Stored data
Start of Block

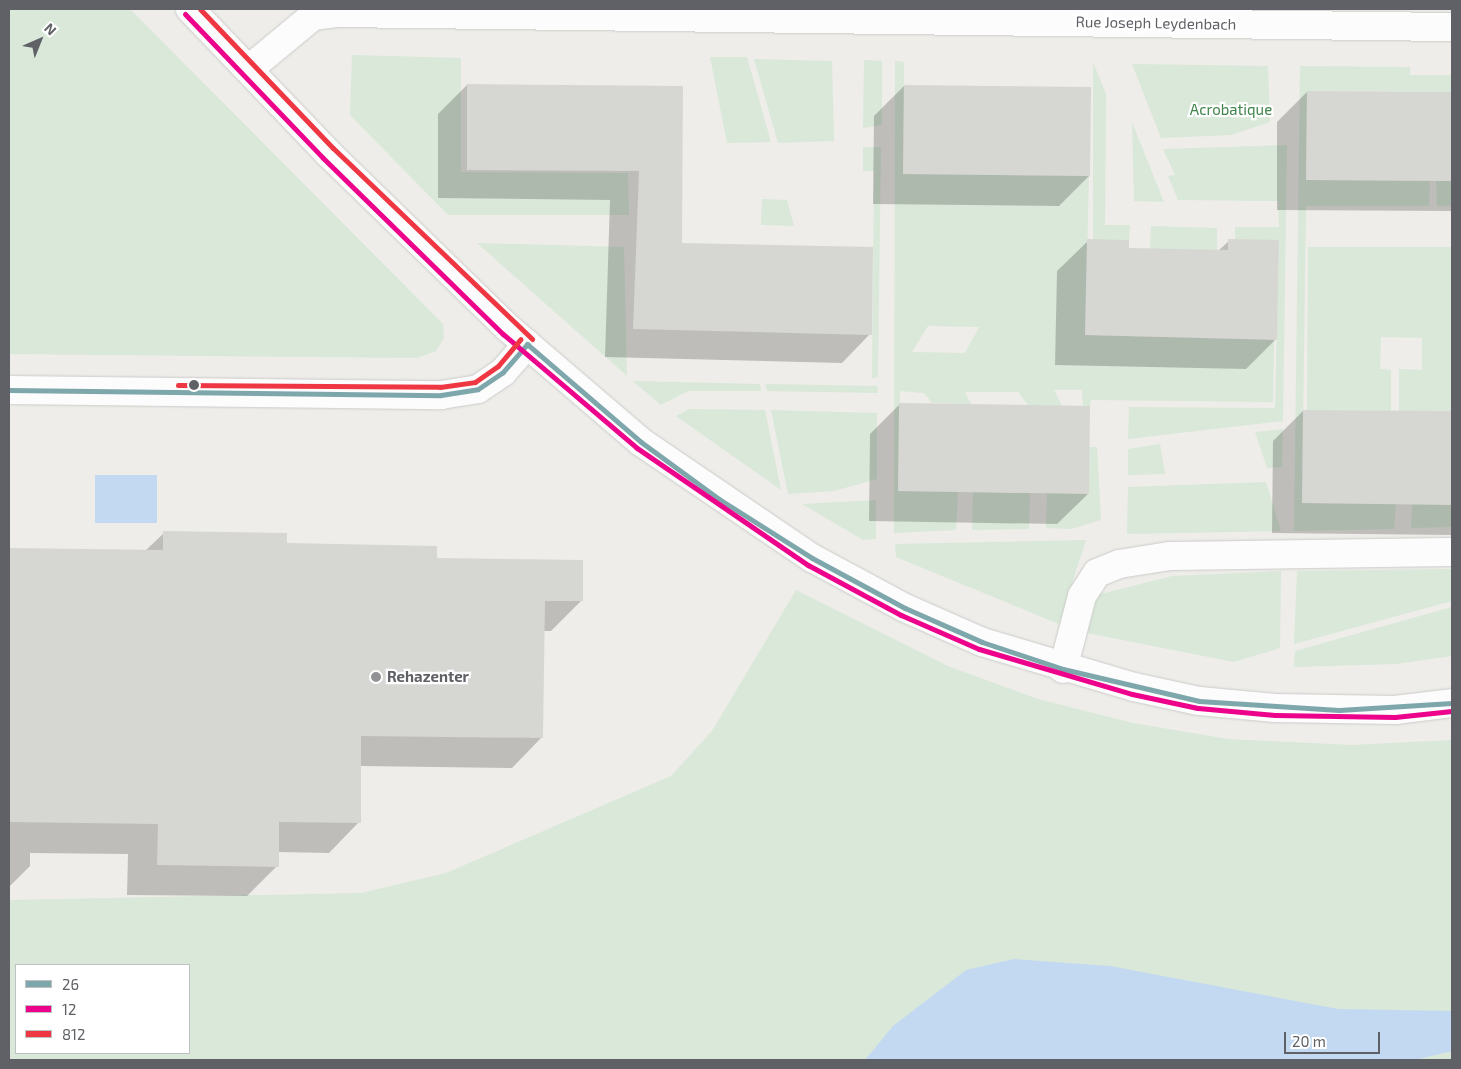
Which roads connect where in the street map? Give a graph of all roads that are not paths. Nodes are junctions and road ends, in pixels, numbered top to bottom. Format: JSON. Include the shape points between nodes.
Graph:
{"nodes":[{"id":1,"x":190,"y":9,"type":"edge"},
{"id":2,"x":1319,"y":17,"type":"edge"},
{"id":3,"x":1452,"y":27,"type":"edge"},
{"id":4,"x":249,"y":69,"type":"junction"},
{"id":5,"x":527,"y":344,"type":"junction"},
{"id":6,"x":9,"y":390,"type":"edge"},
{"id":7,"x":1452,"y":552,"type":"edge"},
{"id":8,"x":1063,"y":669,"type":"junction"},
{"id":9,"x":1452,"y":702,"type":"edge"}],
"edges":[{"from":1,"to":4,"type":"street"},
{"from":2,"to":3,"type":"street","name":"Rue Joseph Leydenbach"},
{"from":2,"to":4,"type":"street","name":"Rue Joseph Leydenbach","via":[[336,13],[313,16]]},
{"from":4,"to":5,"type":"street","via":[[403,228]]},
{"from":5,"to":6,"type":"street","via":[[503,372],[478,389],[441,395]]},
{"from":5,"to":8,"type":"street","via":[[641,442],[812,558],[905,608],[982,642]]},
{"from":7,"to":8,"type":"street","via":[[1170,556],[1119,564],[1097,573],[1082,596]]},
{"from":8,"to":9,"type":"street","via":[[1199,701],[1274,708],[1395,710]]}]}
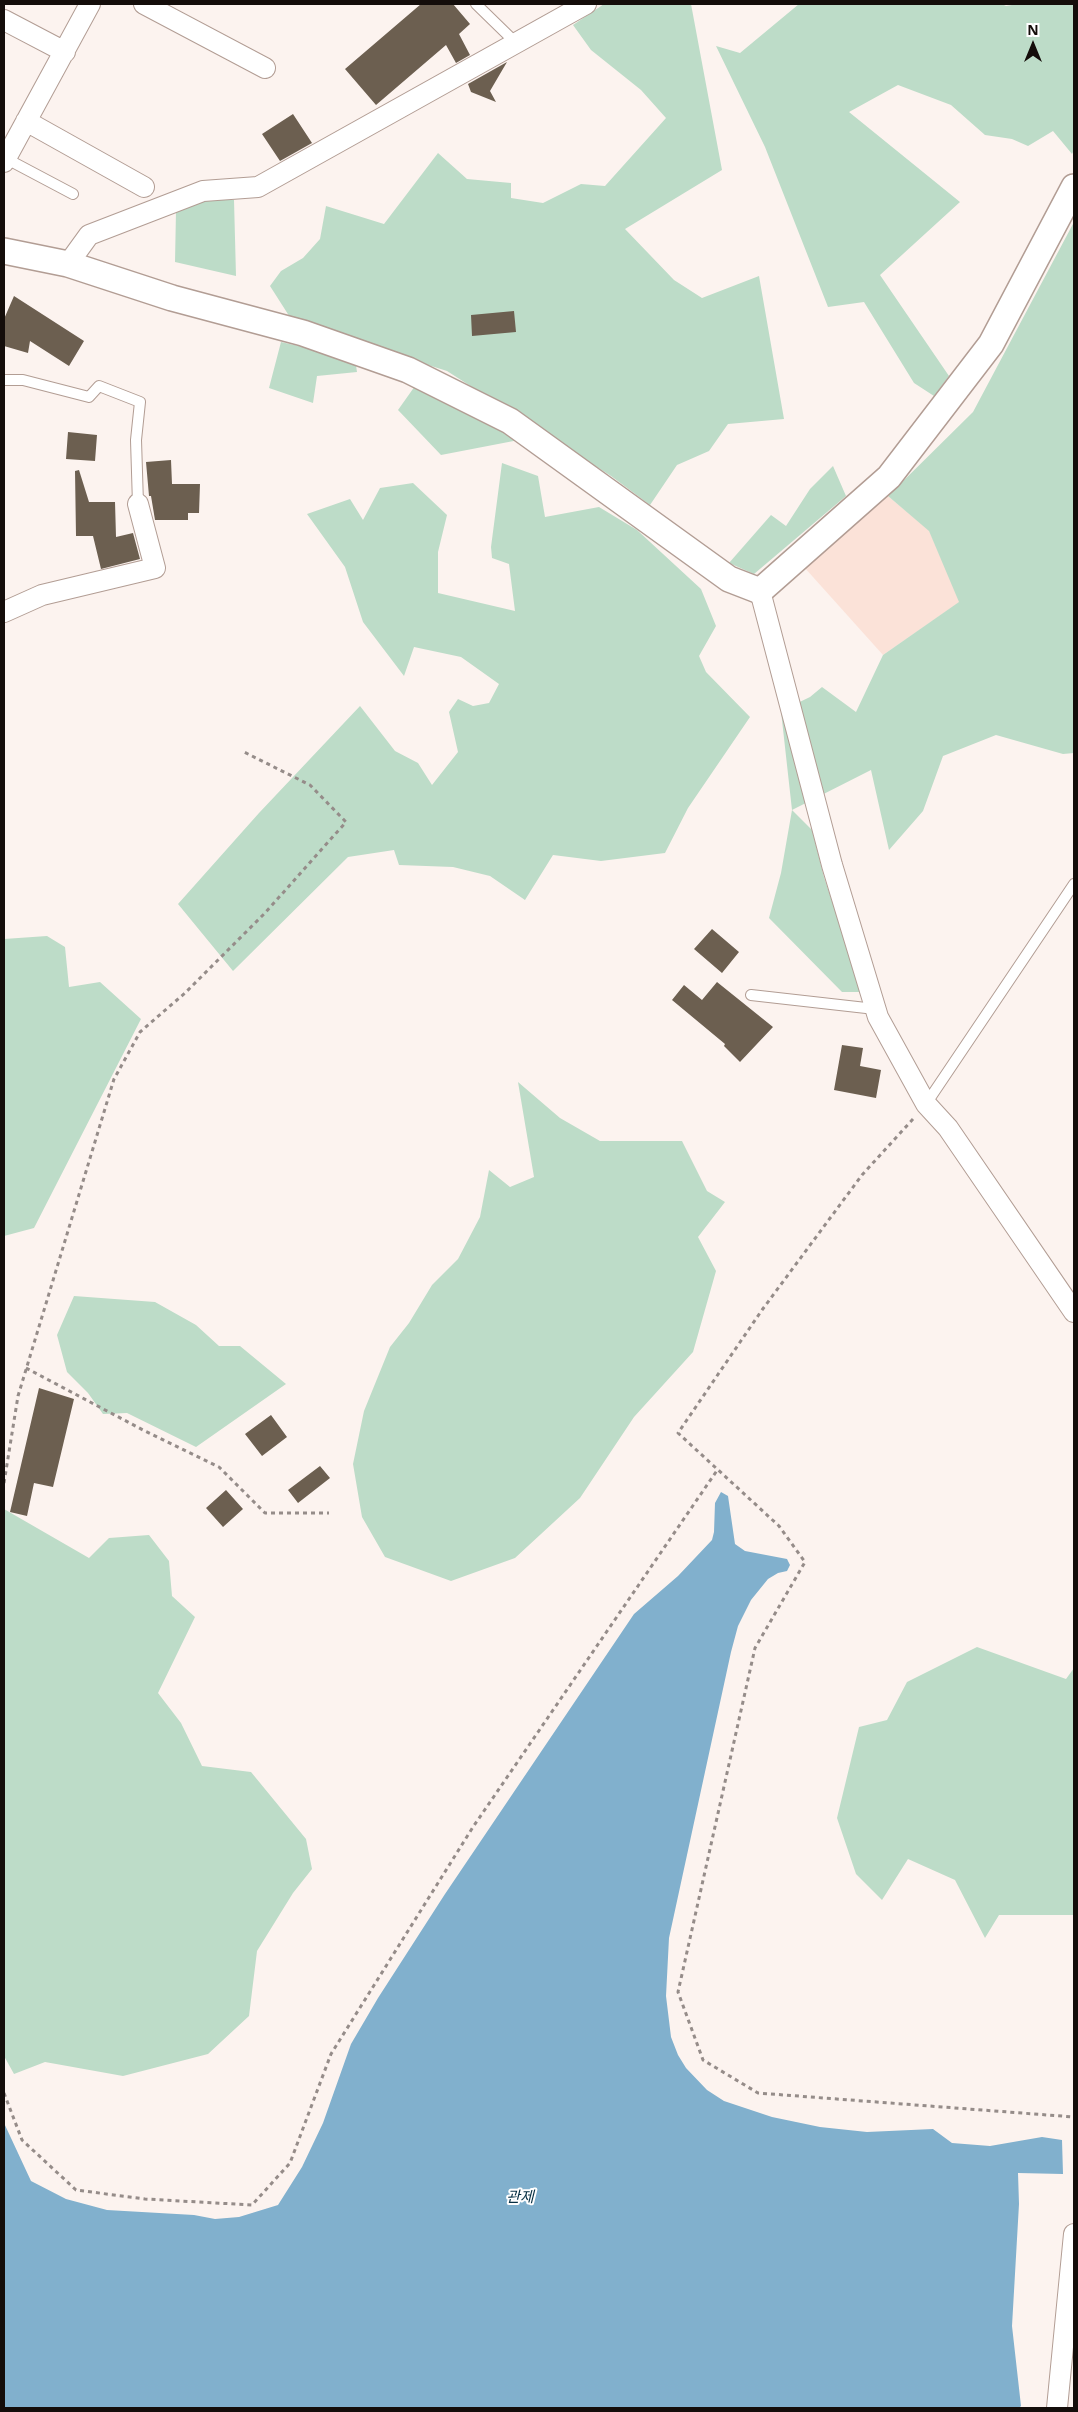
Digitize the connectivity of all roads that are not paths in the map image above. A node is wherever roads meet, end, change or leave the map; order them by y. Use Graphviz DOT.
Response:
graph roads {
  1 [pos="90,4"];
  2 [pos="144,4"];
  3 [pos="476,4"];
  4 [pos="586,4"];
  5 [pos="4,20"];
  6 [pos="516,42"];
  7 [pos="65,52"];
  8 [pos="265,68"];
  9 [pos="26,121"];
  10 [pos="5,160"];
  11 [pos="144,187"];
  12 [pos="1074,187"];
  13 [pos="73,194"];
  14 [pos="4,251"];
  15 [pos="68,264"];
  16 [pos="4,380"];
  17 [pos="138,504"];
  18 [pos="760,591"];
  19 [pos="4,612"];
  20 [pos="1074,884"];
  21 [pos="751,995"];
  22 [pos="875,1009"];
  23 [pos="926,1104"];
  24 [pos="1073,1306"];
  25 [pos="1074,2234"];
  26 [pos="1057,2408"];
  1 -- 7 [label="street"];
  2 -- 8 [label="street"];
  3 -- 6 [label="lane"];
  4 -- 6 [label="street"];
  5 -- 7 [label="street"];
  6 -- 15 [label="street"];
  7 -- 9 [label="street"];
  9 -- 10 [label="street"];
  9 -- 11 [label="street"];
  10 -- 13 [label="lane"];
  12 -- 18 [label="street"];
  14 -- 15 [label="street"];
  15 -- 18 [label="street"];
  16 -- 17 [label="lane"];
  17 -- 19 [label="street"];
  18 -- 22 [label="street"];
  20 -- 23 [label="lane"];
  21 -- 22 [label="lane"];
  22 -- 23 [label="street"];
  23 -- 24 [label="street"];
  25 -- 26 [label="street"];
}
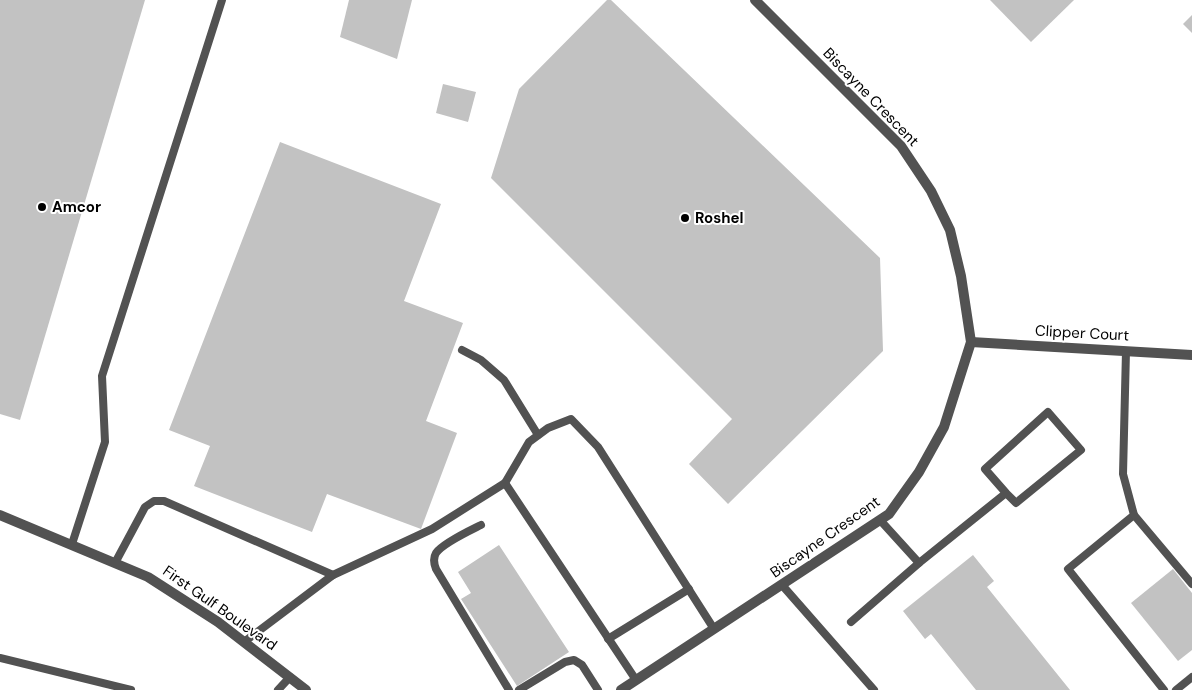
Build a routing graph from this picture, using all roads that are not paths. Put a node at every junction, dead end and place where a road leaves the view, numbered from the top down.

End of Block

◆ TASK DETAILS ◆
Go through the entries above, and wherever a line holds the word "paths", copy that line.

◆ WRITTEN SOLUTION ◆
Which roads connect where in the street map? Give a graph of all roads that are not paths. Nodes are junctions and road ends, in pixels, numbered top to bottom. Format: JSON. Include the shape points between nodes.
Digitize the connectivity of all roads that are not paths in the map image above. A node is wherever roads meet, end, change or leave the map; order them by y. Use Graphviz DOT.
Build a routing graph from this picture, using all roads that are not paths. Put a node at every junction, dead end and place where a road leaves the view, numbered from the top down.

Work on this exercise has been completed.